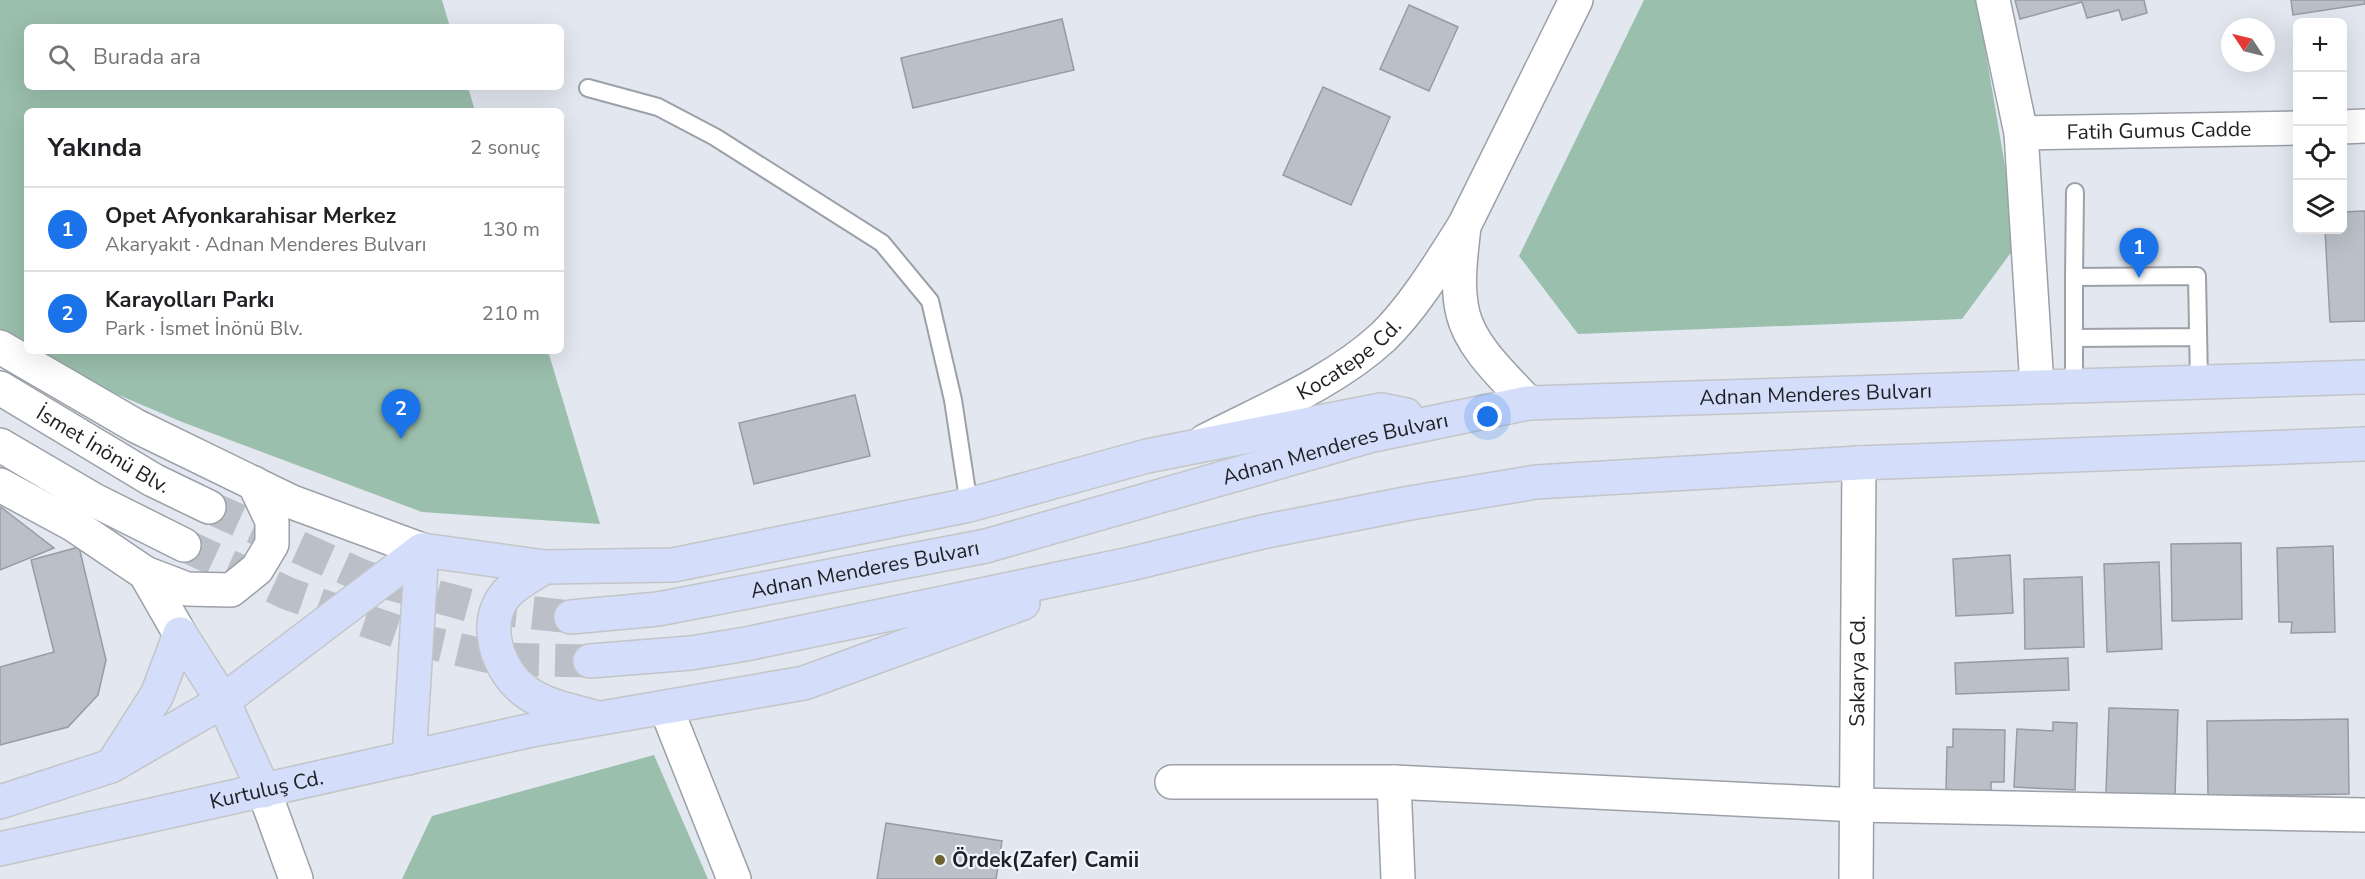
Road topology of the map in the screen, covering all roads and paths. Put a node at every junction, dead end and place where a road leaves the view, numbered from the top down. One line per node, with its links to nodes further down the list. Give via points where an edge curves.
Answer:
1 (1576, 0): 9 (main road, Kocatepe Cd.)
2 (1993, 0): 7 (main road)
3 (588, 88): 27 (lane, via 658,107 715,138 882,243 930,301 953,400)
4 (2365, 126): 5 (main road)
5 (2347, 127)
6 (2293, 128): 7 (main road, Fatih Gumus Cadde)
7 (2021, 133): 17 (main road)
8 (2074, 192): 10 (lane)
9 (1464, 226): 19 (main road, Kocatepe Cd., via 1459,271 1463,314 1484,354); 23 (main road, Kocatepe Cd., via 1427,284 1385,335 1353,362)
10 (2074, 277): 11 (lane, via 2197,276); 12 (lane)
11 (2198, 337): 12 (lane); 15 (lane)
12 (2075, 338): 16 (lane)
13 (0, 347): 25 (main road, via 136,426)
14 (2365, 377): 15 (main road, Adnan Menderes Bulvarı)
15 (2199, 382): 16 (main road, Adnan Menderes Bulvarı)
16 (2074, 385): 17 (main road, Adnan Menderes Bulvarı)
17 (2037, 386): 19 (main road, Adnan Menderes Bulvarı)
18 (0, 388): 28 (main road, İsmet İnönü Blv., via 153,480)
19 (1528, 403): 20 (main road, Adnan Menderes Bulvarı)
20 (1438, 422): 23 (main road, via 1381,410); 34 (main road, Adnan Menderes Bulvarı, via 1373,435 986,546 658,609)
21 (2365, 444): 24 (main road)
22 (0, 445): 29 (main road, via 94,500)
23 (1194, 447): 27 (main road, via 1147,456)
24 (1859, 463): 31 (main road, via 1536,482 1262,532); 46 (main road, Sakarya Cd.)
25 (254, 483): 30 (main road, via 292,502); 33 (main road, via 272,521 272,544 257,569 231,590 187,589)
26 (0, 485): 33 (main road, via 74,525)
27 (969, 505): 32 (main road, via 673,565)
28 (209, 507)
29 (184, 545)
30 (422, 550): 32 (main road); 37 (main road); 40 (main road)
31 (1130, 564): 36 (main road, via 746,644); 38 (main road, Kurtuluş Cd., via 804,683)
32 (545, 567): 39 (main road, via 523,579 506,595 497,613 494,635 498,657 524,691 544,702)
33 (146, 573): 35 (main road)
34 (571, 616)
35 (180, 634): 37 (main road); 41 (main road, via 157,695)
36 (590, 661)
37 (223, 701): 41 (main road); 44 (main road)
38 (666, 708): 39 (main road, Kurtuluş Cd.); 50 (main road)
39 (601, 719): 40 (main road, Kurtuluş Cd.)
40 (409, 758): 44 (main road, Kurtuluş Cd.)
41 (111, 766): 45 (main road)
42 (1172, 782): 43 (main road)
43 (1394, 782): 46 (main road); 51 (main road)
44 (264, 791): 48 (main road, Kurtuluş Cd.); 49 (main road)
45 (0, 802)
46 (1857, 805): 47 (main road); 52 (main road, Sakarya Cd.)
47 (2365, 814)
48 (0, 849)
49 (296, 879)
50 (734, 879)
51 (1398, 879)
52 (1856, 879)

◆ Assignment: Retype the records above exactly, pictures omitted.

◆ Your response:
Road topology of the map in the screen, covering all roads and paths. Put a node at every junction, dead end and place where a road leaves the view, numbered from the top down. One line per node, with its links to nodes further down the list. Give via points where an edge curves.
Answer:
1 (1576, 0): 9 (main road, Kocatepe Cd.)
2 (1993, 0): 7 (main road)
3 (588, 88): 27 (lane, via 658,107 715,138 882,243 930,301 953,400)
4 (2365, 126): 5 (main road)
5 (2347, 127)
6 (2293, 128): 7 (main road, Fatih Gumus Cadde)
7 (2021, 133): 17 (main road)
8 (2074, 192): 10 (lane)
9 (1464, 226): 19 (main road, Kocatepe Cd., via 1459,271 1463,314 1484,354); 23 (main road, Kocatepe Cd., via 1427,284 1385,335 1353,362)
10 (2074, 277): 11 (lane, via 2197,276); 12 (lane)
11 (2198, 337): 12 (lane); 15 (lane)
12 (2075, 338): 16 (lane)
13 (0, 347): 25 (main road, via 136,426)
14 (2365, 377): 15 (main road, Adnan Menderes Bulvarı)
15 (2199, 382): 16 (main road, Adnan Menderes Bulvarı)
16 (2074, 385): 17 (main road, Adnan Menderes Bulvarı)
17 (2037, 386): 19 (main road, Adnan Menderes Bulvarı)
18 (0, 388): 28 (main road, İsmet İnönü Blv., via 153,480)
19 (1528, 403): 20 (main road, Adnan Menderes Bulvarı)
20 (1438, 422): 23 (main road, via 1381,410); 34 (main road, Adnan Menderes Bulvarı, via 1373,435 986,546 658,609)
21 (2365, 444): 24 (main road)
22 (0, 445): 29 (main road, via 94,500)
23 (1194, 447): 27 (main road, via 1147,456)
24 (1859, 463): 31 (main road, via 1536,482 1262,532); 46 (main road, Sakarya Cd.)
25 (254, 483): 30 (main road, via 292,502); 33 (main road, via 272,521 272,544 257,569 231,590 187,589)
26 (0, 485): 33 (main road, via 74,525)
27 (969, 505): 32 (main road, via 673,565)
28 (209, 507)
29 (184, 545)
30 (422, 550): 32 (main road); 37 (main road); 40 (main road)
31 (1130, 564): 36 (main road, via 746,644); 38 (main road, Kurtuluş Cd., via 804,683)
32 (545, 567): 39 (main road, via 523,579 506,595 497,613 494,635 498,657 524,691 544,702)
33 (146, 573): 35 (main road)
34 (571, 616)
35 (180, 634): 37 (main road); 41 (main road, via 157,695)
36 (590, 661)
37 (223, 701): 41 (main road); 44 (main road)
38 (666, 708): 39 (main road, Kurtuluş Cd.); 50 (main road)
39 (601, 719): 40 (main road, Kurtuluş Cd.)
40 (409, 758): 44 (main road, Kurtuluş Cd.)
41 (111, 766): 45 (main road)
42 (1172, 782): 43 (main road)
43 (1394, 782): 46 (main road); 51 (main road)
44 (264, 791): 48 (main road, Kurtuluş Cd.); 49 (main road)
45 (0, 802)
46 (1857, 805): 47 (main road); 52 (main road, Sakarya Cd.)
47 (2365, 814)
48 (0, 849)
49 (296, 879)
50 (734, 879)
51 (1398, 879)
52 (1856, 879)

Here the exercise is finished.